I was building a particularly complicated content editor with Backbone, and was getting frustrated. So I spent the next morning learning React, then re-implemented the whole thing that afternoon. All the complexities I was grappling with disappeared. Obviously there were new challenges to replace the old ones, but we've found it's much easier for someone to pick up work on a React project than it ever was with Backbone.

To start with we were using Backbone models with React views, but now we just use a flux implementation (Fluxxor), and don't bother with much else. Our client-side JS stack is essentially React, Immutable, Fluxxor, superagent, moment and mousetrap, with only the first three being core ingredients.


This repeats my experience too. Backbone gets nasty too soon: nested entities, pagination, invalidation, caching have to be ad-hoc ugly solutions because Backbone is just too rigid where it better be flexible, and too flexible where it should have been rigid.

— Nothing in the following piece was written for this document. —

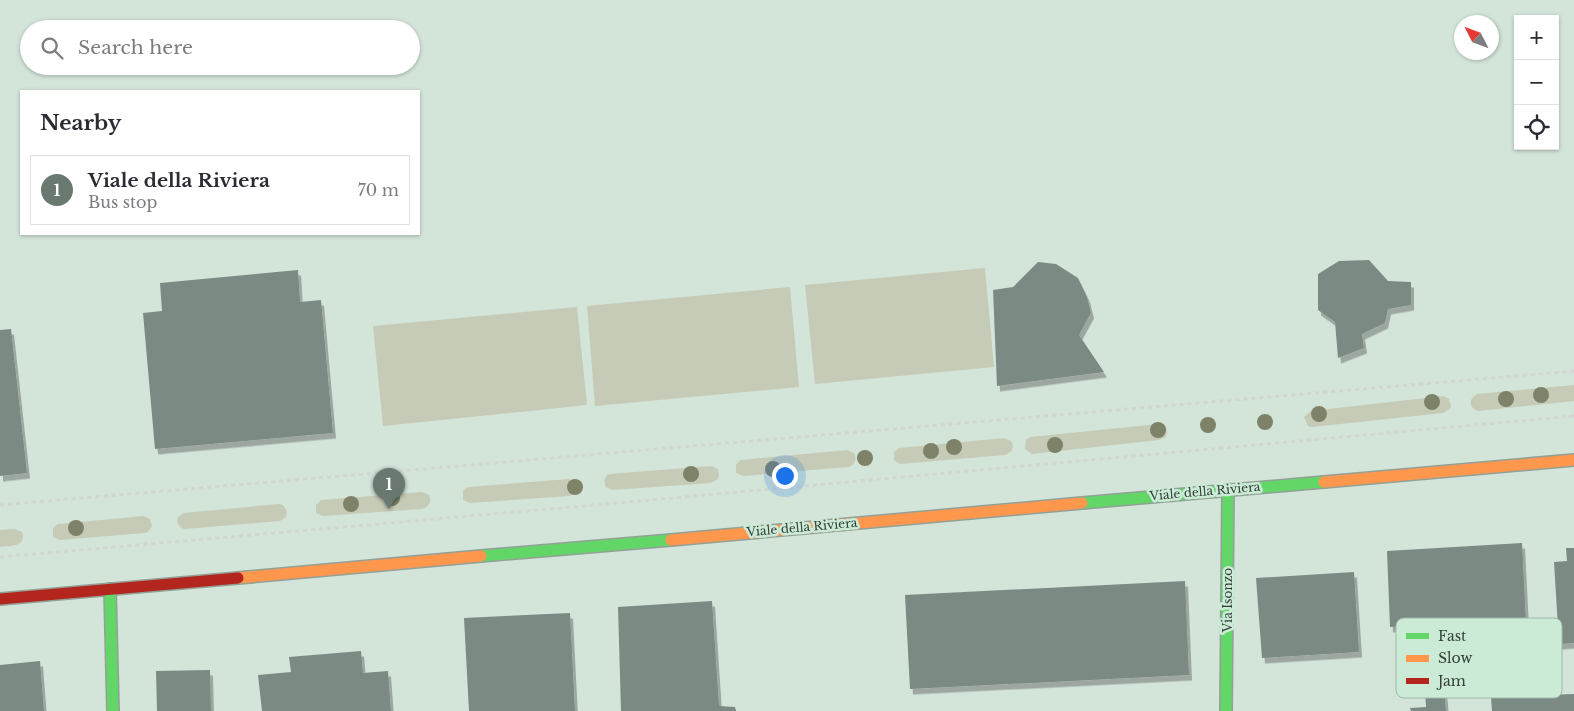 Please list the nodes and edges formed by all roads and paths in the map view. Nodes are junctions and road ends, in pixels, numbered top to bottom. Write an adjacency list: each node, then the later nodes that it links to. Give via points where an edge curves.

We gradually moved from Backbone to React+Backbone, and finally to React+Flux. It's been amazing since.


The point of this is exactly to reduce the library size AND getting to a stable 1.0 release. By making the class system optional, it becomes an optional dependency which reduces the library size. Supporting only createClass in a stable 1.0 release would mean that we're stuck with that dependency.

The way we see it, ES6 and 7 are around the corner and then the createClass dependency becomes optional.


Are we still arguing about file-size size? Gzip? Its smaller than a medium-to-small .jpeg image, and connections are only getting faster. No need to loose sleep over mere perceptions!


The stuff announced is good/relevant b/c it signals some important decisions and allows other parties to weigh in in time for any major shifts to be made before 1.0.